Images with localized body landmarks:
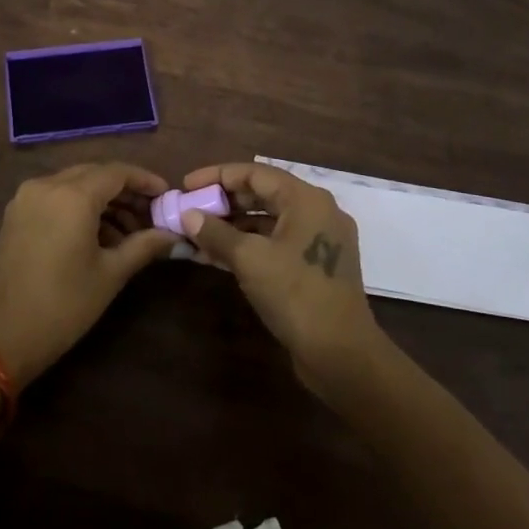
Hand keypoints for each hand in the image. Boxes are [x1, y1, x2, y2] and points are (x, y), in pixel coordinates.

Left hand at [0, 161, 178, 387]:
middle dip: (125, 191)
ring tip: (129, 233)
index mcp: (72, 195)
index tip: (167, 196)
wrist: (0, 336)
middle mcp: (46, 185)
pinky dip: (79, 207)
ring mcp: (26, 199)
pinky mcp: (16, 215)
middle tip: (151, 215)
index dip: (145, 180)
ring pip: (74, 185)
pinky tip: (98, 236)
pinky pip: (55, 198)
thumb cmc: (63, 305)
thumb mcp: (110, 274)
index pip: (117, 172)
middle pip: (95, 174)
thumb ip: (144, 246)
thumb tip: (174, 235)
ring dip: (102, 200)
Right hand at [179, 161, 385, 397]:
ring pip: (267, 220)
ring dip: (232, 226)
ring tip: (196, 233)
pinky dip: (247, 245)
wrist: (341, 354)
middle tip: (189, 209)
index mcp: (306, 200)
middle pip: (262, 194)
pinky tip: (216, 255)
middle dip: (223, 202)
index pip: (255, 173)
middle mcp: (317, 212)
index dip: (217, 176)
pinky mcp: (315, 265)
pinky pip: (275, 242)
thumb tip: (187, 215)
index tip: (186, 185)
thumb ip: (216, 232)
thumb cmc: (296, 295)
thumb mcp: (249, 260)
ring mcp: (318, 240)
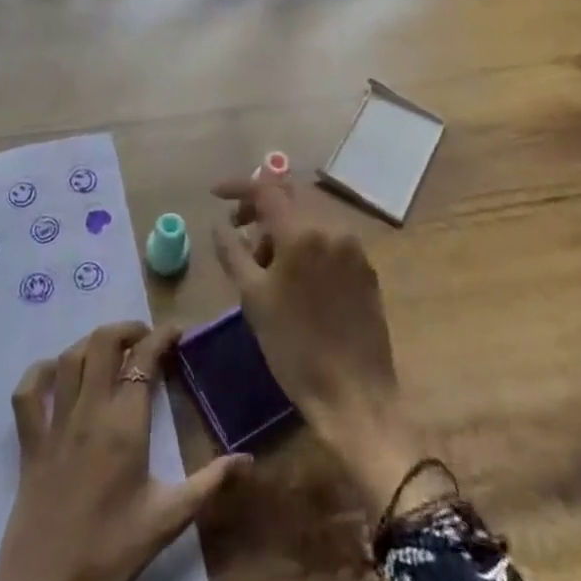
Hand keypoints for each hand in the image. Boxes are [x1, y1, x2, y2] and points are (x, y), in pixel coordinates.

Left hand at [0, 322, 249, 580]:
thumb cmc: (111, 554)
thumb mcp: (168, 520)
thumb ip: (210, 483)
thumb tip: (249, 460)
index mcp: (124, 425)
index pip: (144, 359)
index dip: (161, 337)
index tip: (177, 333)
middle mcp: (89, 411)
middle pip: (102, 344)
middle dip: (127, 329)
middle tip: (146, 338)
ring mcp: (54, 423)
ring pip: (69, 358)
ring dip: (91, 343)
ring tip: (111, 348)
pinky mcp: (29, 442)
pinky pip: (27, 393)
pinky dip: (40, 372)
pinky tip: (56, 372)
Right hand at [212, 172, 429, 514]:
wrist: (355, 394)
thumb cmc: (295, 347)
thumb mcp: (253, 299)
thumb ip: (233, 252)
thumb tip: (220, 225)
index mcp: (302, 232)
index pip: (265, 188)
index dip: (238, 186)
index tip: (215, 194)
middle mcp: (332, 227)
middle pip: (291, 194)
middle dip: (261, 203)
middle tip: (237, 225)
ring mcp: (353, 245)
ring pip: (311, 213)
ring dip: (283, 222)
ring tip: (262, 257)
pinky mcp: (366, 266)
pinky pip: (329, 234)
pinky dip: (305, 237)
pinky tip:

THE PROBLEM: Please reproduce every entry above exactly, but leave out the pictures.

YOUR SOLUTION:
Hand keypoints for each hand in the image. Boxes are [x1, y1, x2, y2] and points are (x, y), in pixel coordinates.

Left hand at [0, 161, 178, 387]:
middle dip: (125, 191)
ring tip: (129, 233)
index mcp: (72, 195)
index tip: (167, 196)
wrist: (0, 336)
middle mcp: (46, 185)
pinky dip: (79, 207)
ring mcp: (26, 199)
pinky mcp: (16, 215)
middle tip: (151, 215)
index dip: (145, 180)
ring pip: (74, 185)
pinky tip: (98, 236)
pinky pip: (55, 198)
thumb cmc: (63, 305)
thumb mcp: (110, 274)
index pip: (117, 172)
middle pip: (95, 174)
thumb ip: (144, 246)
thumb tip: (174, 235)
ring dip: (102, 200)
Right hand at [179, 161, 385, 397]:
ring pip: (267, 220)
ring dip: (232, 226)
ring tip: (196, 233)
pinky dip: (247, 245)
wrist: (341, 354)
middle tip: (189, 209)
index mcp: (306, 200)
middle pip: (262, 194)
pinky tip: (216, 255)
middle dip: (223, 202)
index pip: (255, 173)
middle mcp: (317, 212)
index dip: (217, 176)
pinky mcp: (315, 265)
pinky pip: (275, 242)
thumb tip: (187, 215)
index tip: (186, 185)
thumb ip: (216, 232)
thumb cmc: (296, 295)
thumb mcp: (249, 260)
ring mcp: (318, 240)
Hand keypoints for each hand in the image. Boxes are [x1, y1, x2, y2] and points are (x, y), in pixel coordinates.

Left hand at [0, 322, 249, 580]:
thumb cmc: (111, 554)
thumb mcp: (168, 520)
thumb ip: (210, 483)
thumb tip: (249, 460)
index mcp: (124, 425)
index pip: (144, 359)
index dip: (161, 337)
index tip: (177, 333)
middle mcp: (89, 411)
middle pip: (102, 344)
middle dip: (127, 329)
middle tip: (146, 338)
ring mcp: (54, 423)
ring pip: (69, 358)
ring dip: (91, 343)
ring tip: (111, 348)
pinky mcp: (29, 442)
pinky pip: (27, 393)
pinky dip: (40, 372)
pinky tip: (56, 372)
Right hand at [212, 172, 429, 514]:
wrist: (355, 394)
thumb cmc: (295, 347)
thumb mcp: (253, 299)
thumb ip: (233, 252)
thumb tip: (220, 225)
index mcp: (302, 232)
index pip: (265, 188)
index dip: (238, 186)
index tip: (215, 194)
middle mcp: (332, 227)
middle pip: (291, 194)
middle dip: (261, 203)
middle tip: (237, 225)
ring mcp: (353, 245)
ring pip: (311, 213)
ring dip: (283, 222)
ring tip: (262, 257)
pinky mcp: (366, 266)
pinky pip: (329, 234)
pinky dip: (305, 237)
pinky tip:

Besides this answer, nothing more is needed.